### WORK REQUEST
Every line containing "Gadhinglaj" should be copied out. Go through the entries and find them.

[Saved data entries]
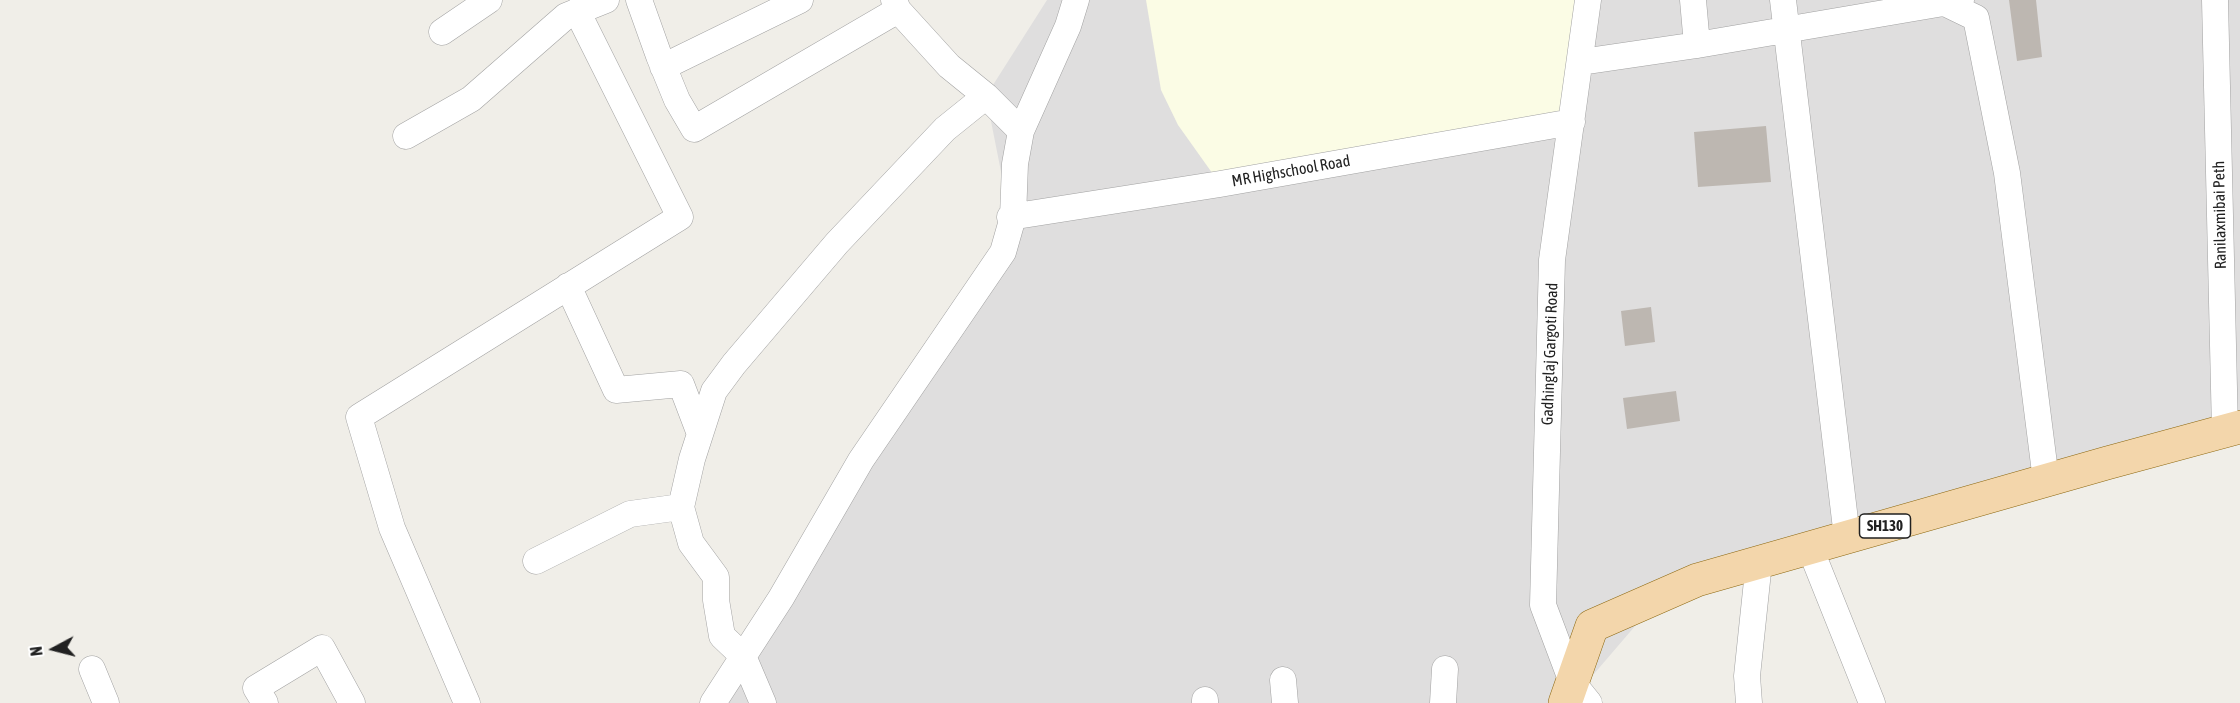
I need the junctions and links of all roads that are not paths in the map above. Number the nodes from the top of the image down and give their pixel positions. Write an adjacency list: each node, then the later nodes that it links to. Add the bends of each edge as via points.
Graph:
1 (489, 0): 13 (street)
2 (639, 0): 16 (street)
3 (800, 0): 16 (street)
4 (1076, 0): 19 (street)
5 (1588, 0): 15 (street, Gadhinglaj Gargoti Road)
6 (1693, 0): 14 (street)
7 (1783, 0): 12 (street)
8 (2215, 0): 23 (street, Ranilaxmibai Peth)
9 (1951, 1): 12 (street); 25 (street, via 1976,18 2007,172)
10 (595, 4): 20 (street, via 566,15 471,99); 22 (street, via 680,217)
11 (896, 5): 16 (street, via 694,129); 17 (street, via 949,66)
12 (1786, 30): 14 (street); 27 (street)
13 (442, 32)
14 (1697, 45): 15 (street)
15 (1581, 62): 18 (street, Gadhinglaj Gargoti Road)
16 (663, 67)
17 (986, 96): 19 (street); 24 (street, via 945,129 844,236 734,364 714,391)
18 (1572, 122): 21 (street, MR Highschool Road); 34 (street, Gadhinglaj Gargoti Road, via 1552,260 1543,605)
19 (1021, 131): 21 (street)
20 (406, 136)
21 (1011, 217): 31 (street, via 1003,252 861,460)
22 (568, 286): 24 (street, via 616,390 681,384); 38 (street, via 359,417 392,528)
23 (2233, 429): 25 (main road, SH130)
24 (700, 434): 26 (street)
25 (2046, 480): 27 (main road, SH130)
26 (681, 507): 29 (street, via 630,514); 31 (street, via 691,543 716,577 722,636)
27 (1846, 537): 28 (main road, SH130)
28 (1810, 548): 30 (main road, SH130); 43 (street)
29 (536, 561)
30 (1759, 562): 34 (main road, SH130, via 1697,580 1592,627); 42 (street, via 1747,676)
31 (743, 656): 39 (street); 40 (street)
32 (92, 669): 35 (street)
33 (1446, 669): 41 (street)
34 (1576, 696)
35 (106, 703)
36 (265, 703): 37 (street, via 256,688 322,648)
37 (352, 703)
38 (467, 703)
39 (713, 703)
40 (763, 703)
41 (1443, 703)
42 (1749, 703)
43 (1872, 703)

### WRITTEN RESPONSE
5 (1588, 0): 15 (street, Gadhinglaj Gargoti Road)
15 (1581, 62): 18 (street, Gadhinglaj Gargoti Road)
18 (1572, 122): 21 (street, MR Highschool Road); 34 (street, Gadhinglaj Gargoti Road, via 1552,260 1543,605)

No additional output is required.